# How to complete this task
Scan the material for the word "Este" and copy each line where it occurs.

# Records to process
# # # # #

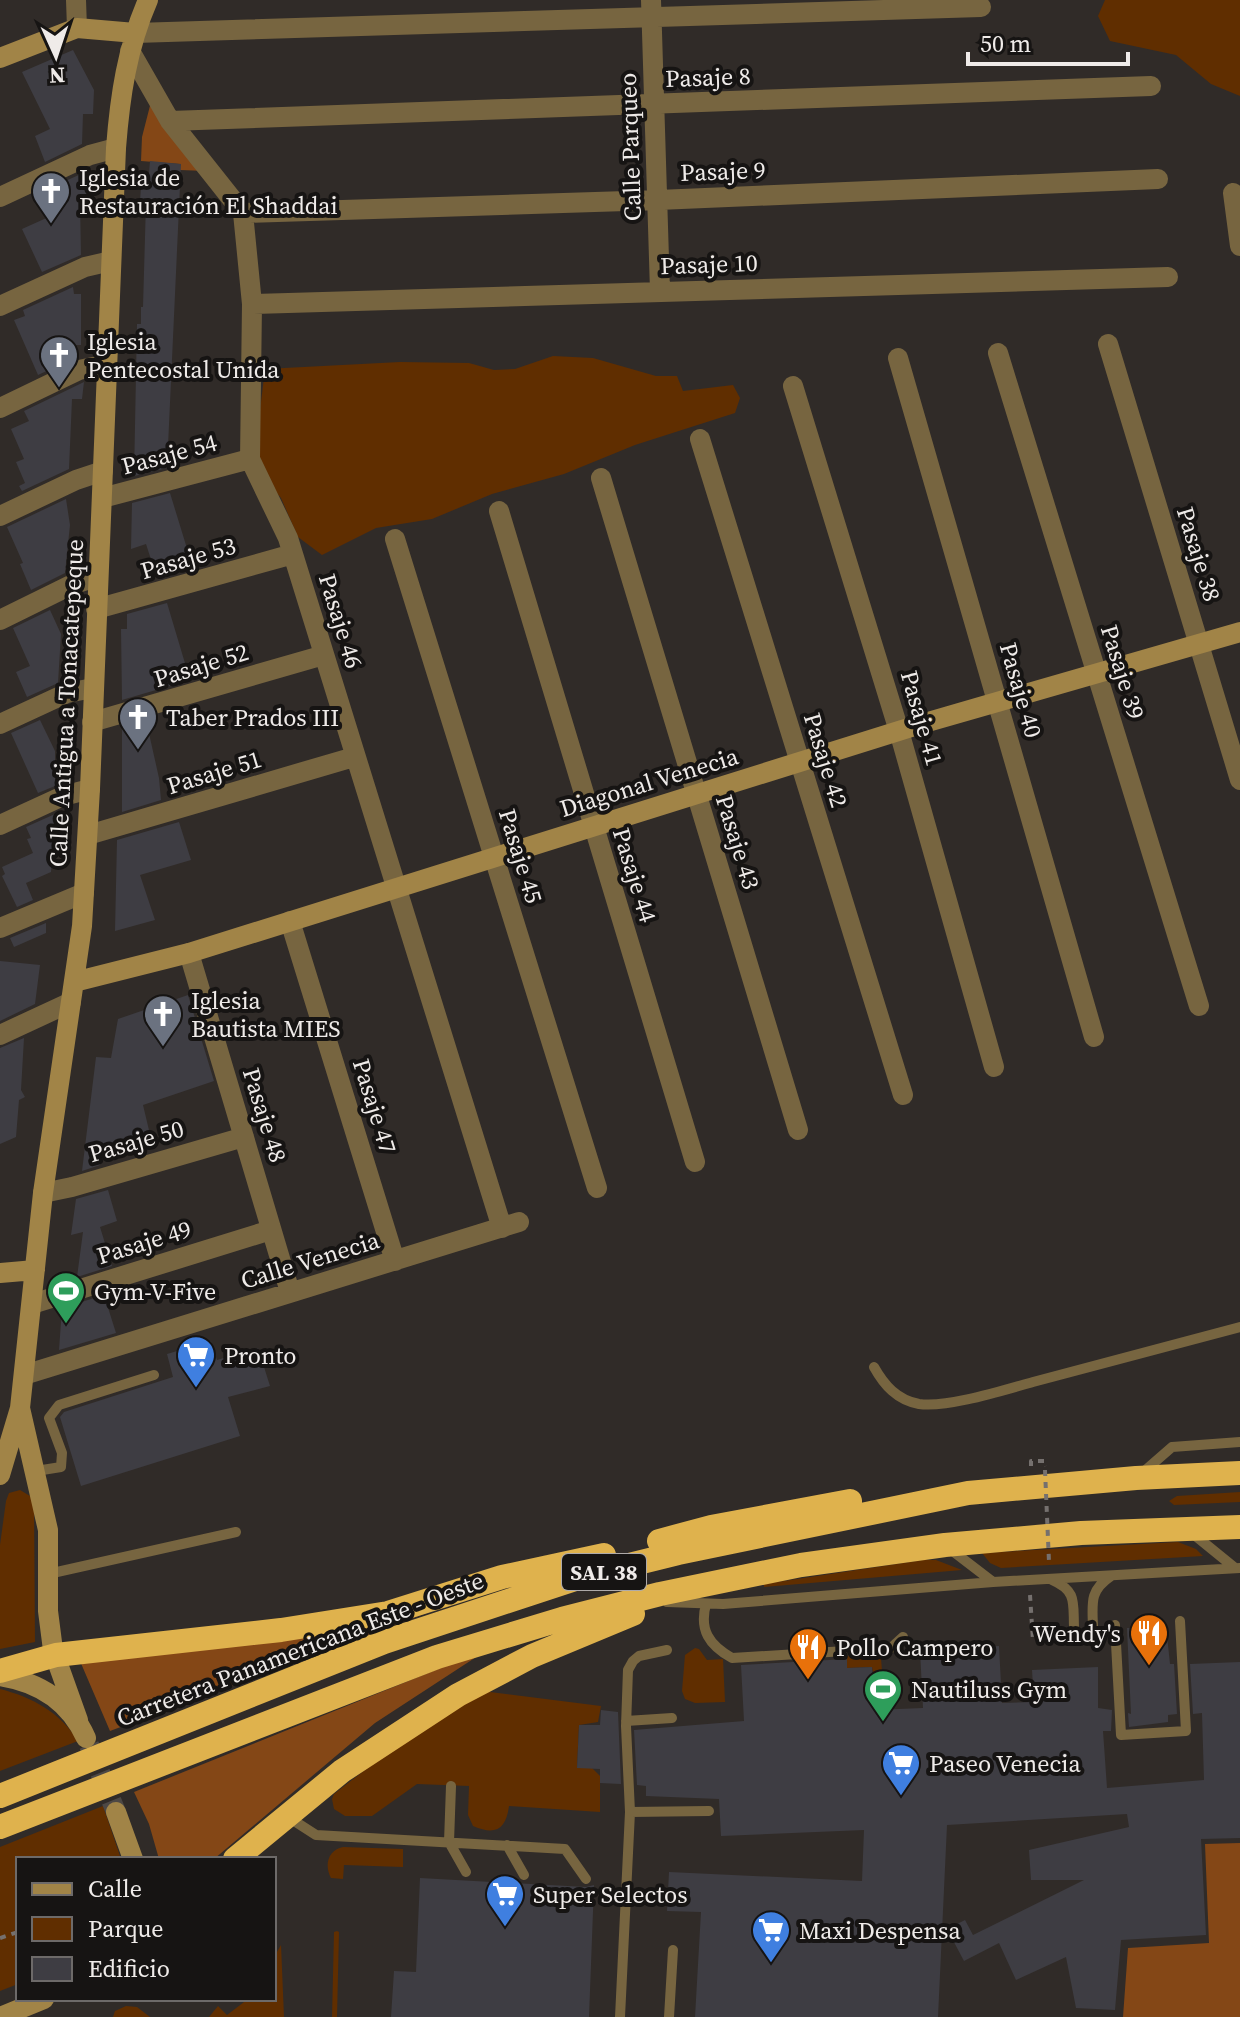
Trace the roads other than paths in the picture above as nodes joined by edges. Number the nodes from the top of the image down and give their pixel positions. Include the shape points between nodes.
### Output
1 (76, 0) edge
2 (148, 0) edge
3 (981, 7) dead end
4 (651, 8) edge
5 (77, 28) junction
6 (132, 42) junction
7 (0, 58) edge
8 (1151, 86) dead end
9 (656, 105) junction
10 (170, 121) junction
11 (116, 148) junction
12 (1158, 179) dead end
13 (1233, 193) dead end
14 (0, 197) edge
15 (658, 200) junction
16 (243, 213) junction
17 (1240, 246) edge
18 (111, 261) junction
19 (1168, 277) dead end
20 (660, 291) junction
21 (252, 304) junction
22 (0, 306) edge
23 (1108, 344) dead end
24 (998, 353) dead end
25 (898, 358) dead end
26 (107, 364) junction
27 (793, 386) dead end
28 (0, 408) edge
29 (700, 439) dead end
30 (250, 459) junction
31 (103, 471) junction
32 (601, 478) dead end
33 (102, 498) junction
34 (499, 511) dead end
35 (0, 516) edge
36 (395, 539) dead end
37 (293, 554) junction
38 (97, 577) junction
39 (96, 609) junction
40 (0, 620) edge
41 (1240, 632) edge
42 (1198, 644) junction
43 (324, 655) junction
44 (1097, 673) junction
45 (93, 688) junction
46 (997, 702) junction
47 (92, 722) junction
48 (0, 724) edge
49 (899, 731) junction
50 (354, 757) junction
51 (800, 762) junction
52 (1240, 780) edge
53 (90, 789) junction
54 (696, 795) junction
55 (0, 825) edge
56 (594, 826) junction
57 (88, 835) junction
58 (494, 858) junction
59 (396, 888) junction
60 (84, 893) junction
61 (290, 921) junction
62 (0, 928) edge
63 (189, 953) junction
64 (72, 992) junction
65 (1199, 1006) dead end
66 (0, 1035) edge
67 (1094, 1037) dead end
68 (994, 1067) dead end
69 (903, 1095) dead end
70 (798, 1130) dead end
71 (244, 1137) junction
72 (695, 1162) dead end
73 (597, 1188) dead end
74 (43, 1193) junction
75 (510, 1225) joint
76 (271, 1230) junction
77 (395, 1261) junction
78 (35, 1270) junction
79 (0, 1273) edge
80 (290, 1292) junction
81 (32, 1304) junction
82 (1240, 1327) edge
83 (874, 1367) dead end
84 (24, 1375) junction
85 (154, 1375) dead end
86 (20, 1408) junction
87 (1240, 1442) edge
88 (36, 1471) junction
89 (1240, 1473) edge
90 (0, 1475) edge
91 (1136, 1478) junction
92 (968, 1493) junction
93 (1240, 1527) edge
94 (1187, 1529) junction
95 (236, 1532) dead end
96 (945, 1545) junction
97 (1238, 1568) edge
98 (49, 1569) junction
99 (753, 1575) junction
100 (1113, 1575) junction
101 (1050, 1579) junction
102 (993, 1582) junction
103 (665, 1602) junction
104 (706, 1604) junction
105 (1180, 1621) dead end
106 (1115, 1625) dead end
107 (1093, 1626) dead end
108 (1074, 1627) dead end
109 (903, 1637) dead end
110 (667, 1650) dead end
111 (55, 1655) junction
112 (0, 1674) edge
113 (672, 1718) dead end
114 (626, 1721) junction
115 (451, 1786) dead end
116 (0, 1796) edge
117 (709, 1811) dead end
118 (116, 1812) tunnel mouth
119 (630, 1812) junction
120 (287, 1815) junction
121 (0, 1827) edge
122 (449, 1842) junction
123 (507, 1845) junction
124 (132, 1857) edge
125 (237, 1857) edge
126 (466, 1872) dead end
127 (524, 1875) dead end
128 (586, 1879) dead end
129 (673, 1950) dead end
130 (39, 2001) edge
131 (0, 2017) edge
132 (620, 2017) edge
133 (669, 2017) edge

1 - 5 street
2 - 6 main road, Calle Antigua a Tonacatepeque
3 - 4 street
4 - 6 street
4 - 9 street, Calle Parqueo
5 - 6 main road
5 - 7 main road
6 - 10 street
6 - 11 main road, Calle Antigua a Tonacatepeque
8 - 9 street, Pasaje 8
9 - 10 street, Pasaje 8
9 - 15 street, Calle Parqueo
10 - 16 street
11 - 14 street
11 - 18 main road, Calle Antigua a Tonacatepeque
12 - 15 street, Pasaje 9
13 - 17 street
15 - 16 street, Pasaje 9
15 - 20 street, Calle Parqueo
16 - 21 street, Pasaje 46
18 - 22 street via 85,267
18 - 26 main road, Calle Antigua a Tonacatepeque
19 - 20 street, Pasaje 10
20 - 21 street, Pasaje 10
21 - 30 street, Pasaje 46
23 - 42 street, Pasaje 38
24 - 44 street, Pasaje 39
25 - 46 street, Pasaje 40
26 - 28 street via 79,370
26 - 31 main road, Calle Antigua a Tonacatepeque
27 - 49 street, Pasaje 41
29 - 51 street, Pasaje 42
30 - 33 street, Pasaje 54
30 - 37 street, Pasaje 46
31 - 33 main road, Calle Antigua a Tonacatepeque
31 - 35 street
32 - 54 street, Pasaje 43
33 - 38 main road, Calle Antigua a Tonacatepeque
34 - 56 street, Pasaje 44
36 - 58 street, Pasaje 45
37 - 39 street, Pasaje 53
37 - 43 street, Pasaje 46
38 - 39 main road, Calle Antigua a Tonacatepeque
38 - 40 street
39 - 45 main road, Calle Antigua a Tonacatepeque
41 - 42 main road, Diagonal Venecia
42 - 44 main road, Diagonal Venecia
42 - 52 street, Pasaje 38
43 - 47 street, Pasaje 52
43 - 50 street, Pasaje 46
44 - 46 main road, Diagonal Venecia
44 - 65 street, Pasaje 39
45 - 47 main road, Calle Antigua a Tonacatepeque
45 - 48 street via 67,693
46 - 49 main road, Diagonal Venecia
46 - 67 street, Pasaje 40
47 - 53 main road, Calle Antigua a Tonacatepeque
49 - 51 main road, Diagonal Venecia
49 - 68 street, Pasaje 41
50 - 57 street, Pasaje 51
50 - 59 street, Pasaje 46
51 - 54 main road, Diagonal Venecia
51 - 69 street, Pasaje 42
53 - 55 street
53 - 57 main road, Calle Antigua a Tonacatepeque
54 - 56 main road, Diagonal Venecia
54 - 70 street, Pasaje 43
56 - 58 main road, Diagonal Venecia
56 - 72 street, Pasaje 44
57 - 60 main road, Calle Antigua a Tonacatepeque
58 - 59 main road, Diagonal Venecia
58 - 73 street, Pasaje 45
59 - 61 main road, Diagonal Venecia
59 - 75 street, Pasaje 46
60 - 62 street
60 - 64 main road, Calle Antigua a Tonacatepeque
61 - 63 main road, Diagonal Venecia
61 - 77 street, Pasaje 47
63 - 64 main road, Diagonal Venecia
63 - 71 street, Pasaje 48
64 - 66 street
64 - 74 main road, Calle Antigua a Tonacatepeque
71 - 74 street, Pasaje 50
71 - 76 street, Pasaje 48
74 - 78 main road, Calle Antigua a Tonacatepeque
75 - 77 street, Calle Venecia
76 - 80 street, Pasaje 48
76 - 81 street, Pasaje 49
77 - 80 street, Calle Venecia
78 - 79 main road
78 - 81 main road, Calle Antigua a Tonacatepeque
80 - 84 street, Calle Venecia
81 - 84 main road, Calle Antigua a Tonacatepeque
82 - 83 lane via 935,1403 897,1396
84 - 86 main road, Calle Antigua a Tonacatepeque
85 - 88 lane via 59,1405 49,1418 62,1453 61,1467
86 - 88 main road, Calle Antigua a Tonacatepeque
86 - 90 main road, Calle Antigua a Tonacatepeque
87 - 91 lane via 1172,1447
88 - 98 main road, Calle Antigua a Tonacatepeque via 48,1530
89 - 91 highway, Carretera Panamericana Este - Oeste / SAL 38
91 - 92 highway, Carretera Panamericana Este - Oeste / SAL 38
92 - 111 highway via 891,1495 711,1527 502,1577 388,1613
92 - 116 highway, Carretera Panamericana Este - Oeste / SAL 38 via 581,1577 384,1642
93 - 94 highway, SAL 38
94 - 96 highway, SAL 38
94 - 97 lane
95 - 98 lane via 57,1572
96 - 99 highway, SAL 38
96 - 102 lane
97 - 100 lane
98 - 111 main road, Calle Antigua a Tonacatepeque
99 - 103 highway
99 - 121 highway, SAL 38 via 590,1612 465,1648
100 - 101 lane
100 - 107 lane via 1092,1594
101 - 102 lane
101 - 108 lane via 1071,1592
102 - 104 lane
103 - 104 lane
103 - 120 highway via 491,1676 342,1771
104 - 109 lane via 703,1625 711,1642 741,1659 891,1648
105 - 106 lane via 1186,1731 1121,1735
110 - 114 lane via 633,1661
111 - 112 highway
111 - 112 main road, Calle Antigua a Tonacatepeque via 82,1729 71,1711 43,1690
113 - 114 lane
114 - 119 lane
115 - 122 lane
117 - 119 lane
118 - 124 main road
119 - 132 lane
120 - 122 lane via 316,1835
120 - 125 highway
122 - 123 lane
122 - 126 lane
123 - 127 lane
123 - 128 lane via 565,1849
129 - 133 lane
130 - 131 main road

# # # # #

# Final answer
89 - 91 highway, Carretera Panamericana Este - Oeste / SAL 38
91 - 92 highway, Carretera Panamericana Este - Oeste / SAL 38
92 - 116 highway, Carretera Panamericana Este - Oeste / SAL 38 via 581,1577 384,1642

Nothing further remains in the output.